PROBLEM: Your answer should be the records, restated word for word.

Collected data:
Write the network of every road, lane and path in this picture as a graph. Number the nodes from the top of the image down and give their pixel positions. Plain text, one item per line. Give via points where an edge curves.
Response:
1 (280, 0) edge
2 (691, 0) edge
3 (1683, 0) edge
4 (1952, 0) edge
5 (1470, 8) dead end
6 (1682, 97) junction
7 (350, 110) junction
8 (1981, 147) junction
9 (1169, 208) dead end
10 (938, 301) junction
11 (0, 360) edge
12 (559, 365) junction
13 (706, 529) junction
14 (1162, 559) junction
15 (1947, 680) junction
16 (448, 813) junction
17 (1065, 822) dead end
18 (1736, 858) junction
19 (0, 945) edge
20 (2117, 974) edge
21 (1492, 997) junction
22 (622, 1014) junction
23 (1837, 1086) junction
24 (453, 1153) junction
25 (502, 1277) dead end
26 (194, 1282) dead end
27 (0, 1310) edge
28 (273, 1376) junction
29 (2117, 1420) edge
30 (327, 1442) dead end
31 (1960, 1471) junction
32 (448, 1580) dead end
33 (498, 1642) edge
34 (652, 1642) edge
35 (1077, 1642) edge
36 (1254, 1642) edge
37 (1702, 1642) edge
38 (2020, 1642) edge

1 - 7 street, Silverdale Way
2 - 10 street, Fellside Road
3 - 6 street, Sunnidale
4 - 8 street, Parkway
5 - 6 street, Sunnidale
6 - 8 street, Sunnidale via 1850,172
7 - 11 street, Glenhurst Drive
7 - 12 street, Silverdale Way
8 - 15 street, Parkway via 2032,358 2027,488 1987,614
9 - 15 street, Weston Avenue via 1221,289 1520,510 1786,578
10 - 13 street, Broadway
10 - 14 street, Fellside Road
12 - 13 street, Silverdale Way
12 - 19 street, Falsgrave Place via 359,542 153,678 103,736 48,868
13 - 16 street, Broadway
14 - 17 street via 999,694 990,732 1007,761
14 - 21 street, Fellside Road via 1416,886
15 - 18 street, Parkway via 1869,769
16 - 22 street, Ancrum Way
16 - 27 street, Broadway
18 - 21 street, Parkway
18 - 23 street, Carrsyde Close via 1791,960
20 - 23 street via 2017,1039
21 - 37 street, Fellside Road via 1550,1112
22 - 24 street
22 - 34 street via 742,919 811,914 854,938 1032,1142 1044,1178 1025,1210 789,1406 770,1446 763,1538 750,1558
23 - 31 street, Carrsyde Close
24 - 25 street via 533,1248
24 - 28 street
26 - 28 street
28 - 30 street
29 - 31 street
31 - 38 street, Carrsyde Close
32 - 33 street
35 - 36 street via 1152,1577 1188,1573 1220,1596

ANSWER TO THIS PROBLEM:
Write the network of every road, lane and path in this picture as a graph. Number the nodes from the top of the image down and give their pixel positions. Plain text, one item per line. Give via points where an edge curves.
Response:
1 (280, 0) edge
2 (691, 0) edge
3 (1683, 0) edge
4 (1952, 0) edge
5 (1470, 8) dead end
6 (1682, 97) junction
7 (350, 110) junction
8 (1981, 147) junction
9 (1169, 208) dead end
10 (938, 301) junction
11 (0, 360) edge
12 (559, 365) junction
13 (706, 529) junction
14 (1162, 559) junction
15 (1947, 680) junction
16 (448, 813) junction
17 (1065, 822) dead end
18 (1736, 858) junction
19 (0, 945) edge
20 (2117, 974) edge
21 (1492, 997) junction
22 (622, 1014) junction
23 (1837, 1086) junction
24 (453, 1153) junction
25 (502, 1277) dead end
26 (194, 1282) dead end
27 (0, 1310) edge
28 (273, 1376) junction
29 (2117, 1420) edge
30 (327, 1442) dead end
31 (1960, 1471) junction
32 (448, 1580) dead end
33 (498, 1642) edge
34 (652, 1642) edge
35 (1077, 1642) edge
36 (1254, 1642) edge
37 (1702, 1642) edge
38 (2020, 1642) edge

1 - 7 street, Silverdale Way
2 - 10 street, Fellside Road
3 - 6 street, Sunnidale
4 - 8 street, Parkway
5 - 6 street, Sunnidale
6 - 8 street, Sunnidale via 1850,172
7 - 11 street, Glenhurst Drive
7 - 12 street, Silverdale Way
8 - 15 street, Parkway via 2032,358 2027,488 1987,614
9 - 15 street, Weston Avenue via 1221,289 1520,510 1786,578
10 - 13 street, Broadway
10 - 14 street, Fellside Road
12 - 13 street, Silverdale Way
12 - 19 street, Falsgrave Place via 359,542 153,678 103,736 48,868
13 - 16 street, Broadway
14 - 17 street via 999,694 990,732 1007,761
14 - 21 street, Fellside Road via 1416,886
15 - 18 street, Parkway via 1869,769
16 - 22 street, Ancrum Way
16 - 27 street, Broadway
18 - 21 street, Parkway
18 - 23 street, Carrsyde Close via 1791,960
20 - 23 street via 2017,1039
21 - 37 street, Fellside Road via 1550,1112
22 - 24 street
22 - 34 street via 742,919 811,914 854,938 1032,1142 1044,1178 1025,1210 789,1406 770,1446 763,1538 750,1558
23 - 31 street, Carrsyde Close
24 - 25 street via 533,1248
24 - 28 street
26 - 28 street
28 - 30 street
29 - 31 street
31 - 38 street, Carrsyde Close
32 - 33 street
35 - 36 street via 1152,1577 1188,1573 1220,1596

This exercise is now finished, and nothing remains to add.